Moving to the Cloud: What Your Contact Center Needs to Know, Recap – Part 1

On Thursday, February 27, 2014, my colleague, Bill Parry, and I presented during the ICMI webinar “Moving to the Cloud: What Your Contact Center Needs to Know.” This is the first of a two-part recap of the key information we shared in that conversation.

Businesses today have an ever-growing interest in cloud technologies. This interest is now permeating into the customer service function of these businesses, raising the question: “Is cloud right for my contact center?” We see five key industry trends to support the consideration and migration of contact centers to a cloud-based platform.

Silo Removal & Customer Centricity 2.0. Many businesses often operate in a siloed-capacity, as it relates to their Sales, Marketing, and Servicing functions. Many times, these individuals are engaging with your customer without ever knowing how or when the others last engaged with the same customer. However, there is a “customer-centric” shift occurring, with many businesses working towards putting the customer in the center of their organization. “Customer Centricity 1.0” was focused on building that 360-degree view of your customer for each function. While many businesses continue to chase after version 1.0, cloud-based platforms are allowing businesses to reach a new level – or version 2.0 – by providing the 360-degree view faster and allowing their customer-centric strategies to easily evolve as the customer evolves.

Location, Location, Location. In the contact center world, the question “Should we be centralized or distributed?” is consistently being asked as it relates to agents, technology, and resources. The answer to this questions is “YES!” when a cloud-based contact center platform supports a business. Cloud technologies enable a business to answer this question in whatever way the business’ or customers’ needs demand, not based on the constraints of technology. Cloud-based platforms provide the ability for specialization routing, removing many of the requirements to be centrally located. In addition, one of the biggest issues cloud technologies resolve for businesses is the need for redundancy service organizations for emergency servicing and disaster recovery. Since cloud-based platforms are always available, regardless of location, this issue becomes a moot point.

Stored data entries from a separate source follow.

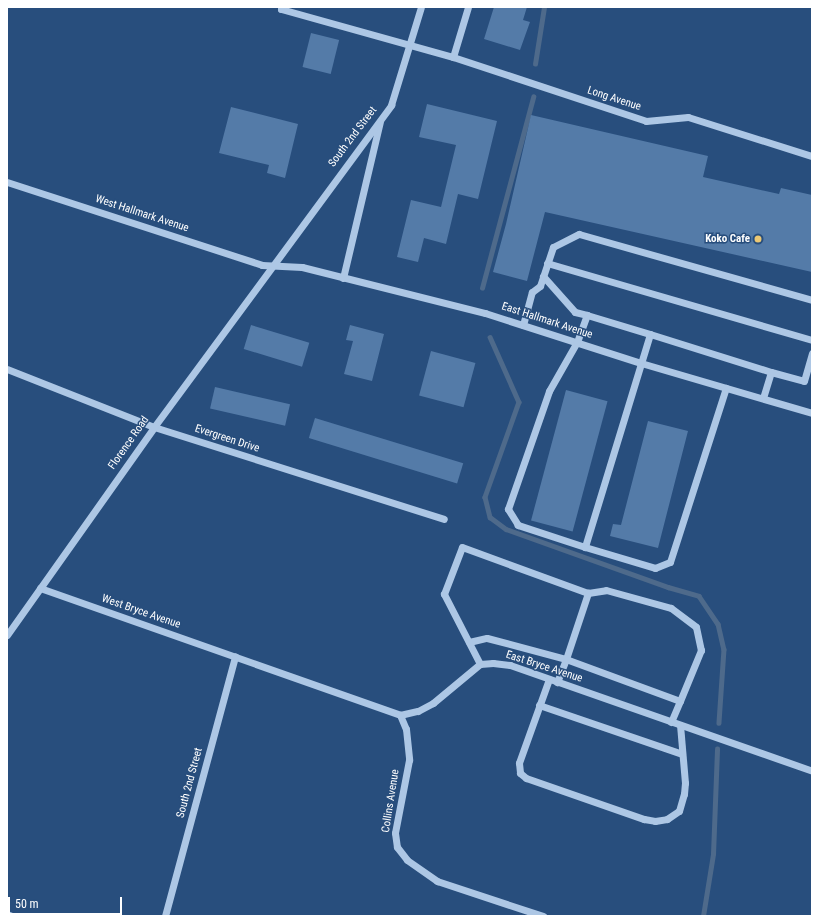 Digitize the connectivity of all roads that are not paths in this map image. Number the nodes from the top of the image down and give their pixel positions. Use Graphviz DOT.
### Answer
graph roads {
  1 [pos="282,7"];
  2 [pos="421,7"];
  3 [pos="468,7"];
  4 [pos="410,44"];
  5 [pos="453,57"];
  6 [pos="380,119"];
  7 [pos="812,156"];
  8 [pos="7,182"];
  9 [pos="547,263"];
  10 [pos="272,265"];
  11 [pos="543,276"];
  12 [pos="343,278"];
  13 [pos="812,300"];
  14 [pos="587,315"];
  15 [pos="523,325"];
  16 [pos="650,334"];
  17 [pos="812,340"];
  18 [pos="577,342"];
  19 [pos="812,353"];
  20 [pos="641,363"];
  21 [pos="7,369"];
  22 [pos="771,372"];
  23 [pos="726,388"];
  24 [pos="763,398"];
  25 [pos="812,413"];
  26 [pos="154,427"];
  27 [pos="444,520"];
  28 [pos="584,547"];
  29 [pos="40,588"];
  30 [pos="588,594"];
  31 [pos="7,635"];
  32 [pos="469,642"];
  33 [pos="235,656"];
  34 [pos="566,659"];
  35 [pos="480,664"];
  36 [pos="549,679"];
  37 [pos="557,682"];
  38 [pos="680,701"];
  39 [pos="539,705"];
  40 [pos="400,715"];
  41 [pos="671,722"];
  42 [pos="680,725"];
  43 [pos="682,754"];
  44 [pos="812,771"];
  45 [pos="7,914"];
  46 [pos="12,916"];
  47 [pos="165,916"];
  48 [pos="543,916"];
  1 -- 4 [label="street, Long Avenue"];
  2 -- 4 [label="street, South 2nd Street"];
  3 -- 5 [label="street"];
  4 -- 5 [label="street, Long Avenue"];
  4 -- 6 [label="street, South 2nd Street"];
  5 -- 7 [label="street, Long Avenue"];
  6 -- 10 [label="street, South 2nd Street"];
  6 -- 12 [label="street"];
  8 -- 10 [label="street, West Hallmark Avenue"];
  9 -- 11 [label="street"];
  9 -- 13 [label="street"];
  9 -- 17 [label="street"];
  10 -- 12 [label="street, East Hallmark Avenue"];
  10 -- 26 [label="street, Florence Road"];
  11 -- 14 [label="street"];
  11 -- 15 [label="street"];
  12 -- 15 [label="street, East Hallmark Avenue"];
  14 -- 16 [label="street"];
  14 -- 18 [label="street"];
  15 -- 18 [label="street, East Hallmark Avenue"];
  16 -- 20 [label="street"];
  16 -- 22 [label="street"];
  18 -- 20 [label="street, East Hallmark Avenue"];
  18 -- 28 [label="street"];
  19 -- 22 [label="street"];
  20 -- 23 [label="street, East Hallmark Avenue"];
  20 -- 28 [label="street"];
  21 -- 26 [label="street, Evergreen Drive"];
  22 -- 24 [label="street"];
  23 -- 24 [label="street, East Hallmark Avenue"];
  23 -- 28 [label="street"];
  24 -- 25 [label="street, East Hallmark Avenue"];
  26 -- 27 [label="street, Evergreen Drive"];
  26 -- 29 [label="street, Florence Road"];
  29 -- 31 [label="street, Florence Road"];
  29 -- 33 [label="street, West Bryce Avenue"];
  30 -- 32 [label="street"];
  30 -- 34 [label="street"];
  30 -- 38 [label="street"];
  32 -- 34 [label="street"];
  32 -- 35 [label="street"];
  33 -- 40 [label="street"];
  33 -- 47 [label="street, South 2nd Street"];
  34 -- 37 [label="street"];
  34 -- 38 [label="street"];
  35 -- 36 [label="street, East Bryce Avenue"];
  35 -- 40 [label="street"];
  36 -- 37 [label="street, East Bryce Avenue"];
  36 -- 39 [label="street"];
  37 -- 41 [label="street, East Bryce Avenue"];
  38 -- 41 [label="street"];
  39 -- 43 [label="street"];
  39 -- 43 [label="street"];
  40 -- 48 [label="street, Collins Avenue"];
  41 -- 42 [label="street, East Bryce Avenue"];
  42 -- 43 [label="street"];
  42 -- 44 [label="street, East Bryce Avenue"];
  45 -- 46 [label="street"];
}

Purposeful Mobility (for all). When we talk about “mobility”, we are not talking about just mobile phones or tablets. We are talking about any “connected device” that a customer may use to engage a business. This is purposefully left vague because there are so many different ways customers can  engage a business (e.g. Hertz’s virtual agent kiosks). While these customers are becoming more mobile with each passing day, mobility also extends to the entire business and its ability to engage its customers. Allowing employees to perform required activities from their own mobile device provides a new potential for personalization within the experience its people provide these customers. This provides flexibility for employees and an opportunity to increase job satisfaction.  In turn, this flexibility leads to a better overall experience for customers and employees.

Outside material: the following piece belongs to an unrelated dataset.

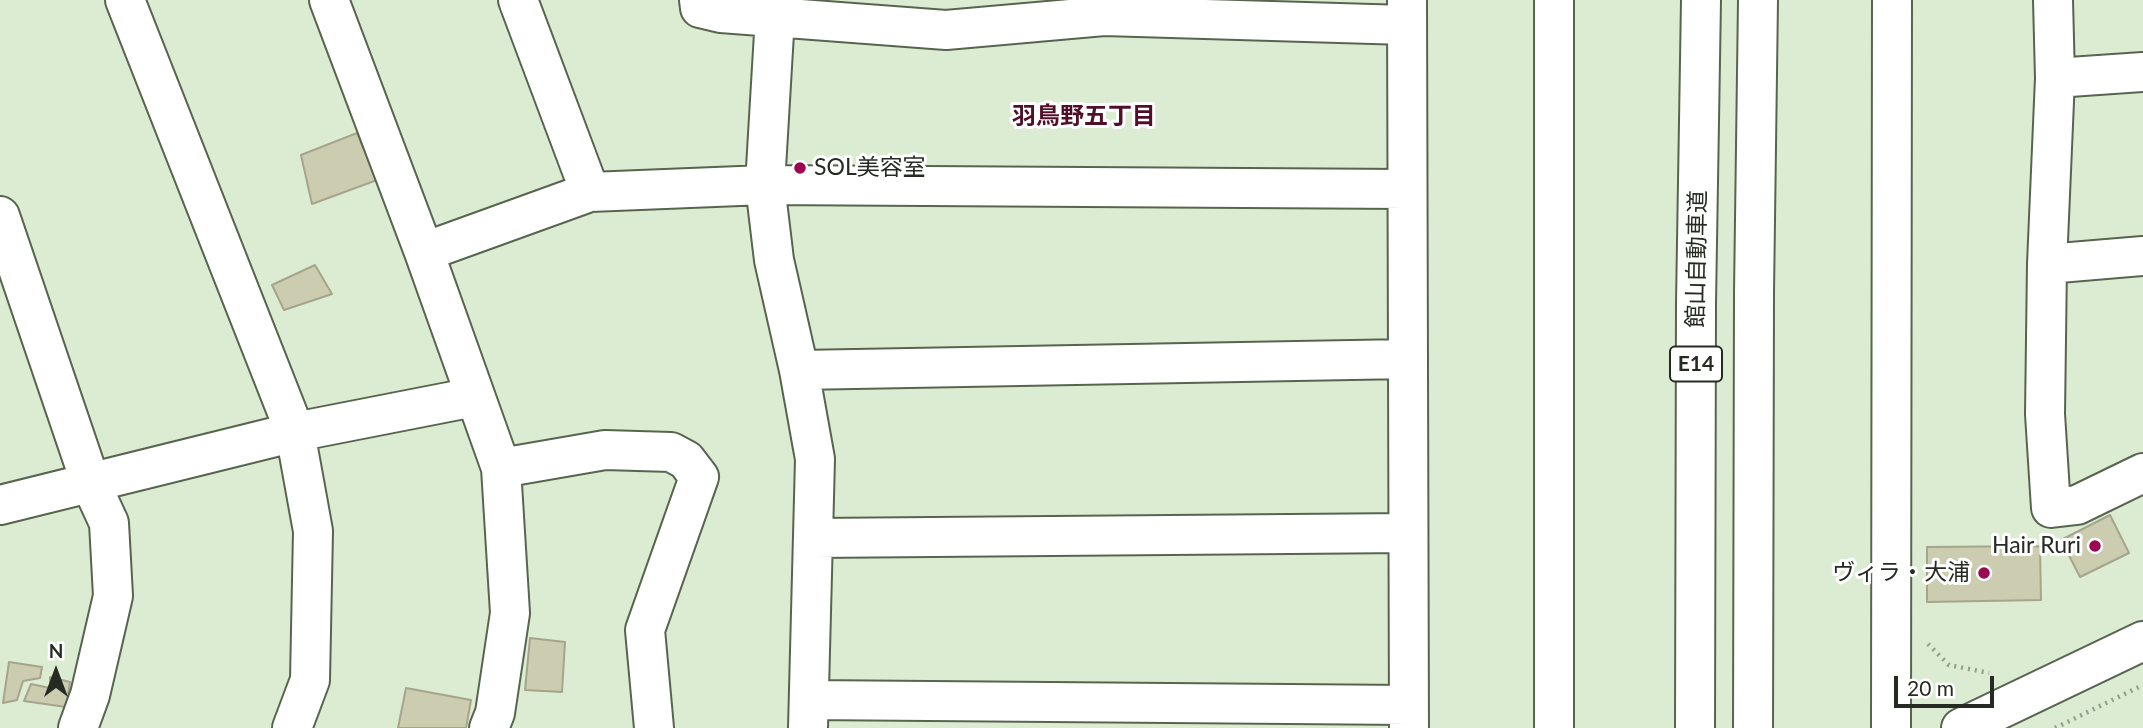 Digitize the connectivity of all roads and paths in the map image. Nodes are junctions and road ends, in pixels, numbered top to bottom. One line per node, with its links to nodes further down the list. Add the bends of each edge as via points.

Big Data: Volume, Velocity, Variety, and Veracity. The amount of data that is available to and collected by businesses regarding their customers is exponentially growing on a daily basis. This amount of data is not only increasing in the number of data points, but in the type of data and speed in which it is being published. If businesses learn to embrace this data, and put in place the tools to analyze, cleanse, validate, and enrich it over time, they can begin proactively servicing their customers and providing an enjoyable experience. Cloud technology will not only help provide the tools to help proactively service your customers, but will allow businesses the ability to respond to the trends identified in this data over time more quickly.

Benefits of Moving to the Cloud are Proven. The benefits of moving to the cloud are being realized now, compared to even five years ago. This has shifted the conversation from “we think this will happen” to “we know this will happen.” These benefits include:

  1. Improved business agility and focus on the important activities: allowing a business to shift its focus on its ability to meet the changing needs of its customers and employees faster
  2. Speed of implementation and deployment: allowing a business to implement a new platform in a matter of months, not years
  3. Speed to market of new features and functions: allowing a business to release new features and functions to your customers and employees in literally days and weeks, not months and years
  4. Lower overall costs: reducing a business’ overall cost of ownership to maintain its contact center platform and removing the need for additional overhead costs to manage the platform – ultimately, allowing individuals to focus on the important activities (see #1)
  5. Increased revenue, customer and employee satisfaction: allowing a business to increase its top-line by increasing customers’ satisfaction and the overall satisfaction of your employees

The next post will focus on how to determine if a business’s contact center is ready to embrace the cloud and, if so, how to select the appropriate cloud-based platform.

1 Comment

  • Cory Cowgill March 18, 2014 2:32 pm

    Interesting read. For your first point, “Silo Removal & Customer Centricity 2.0” how do propose an organization can start going about that process of removing silos? For example, in some Cloud solutions like Service Cloud, if you tear down call center or business silos you can quickly have business units stepping on each others toes (so to speak). How can organizations set themselves up for success when they set out to do as you suggest?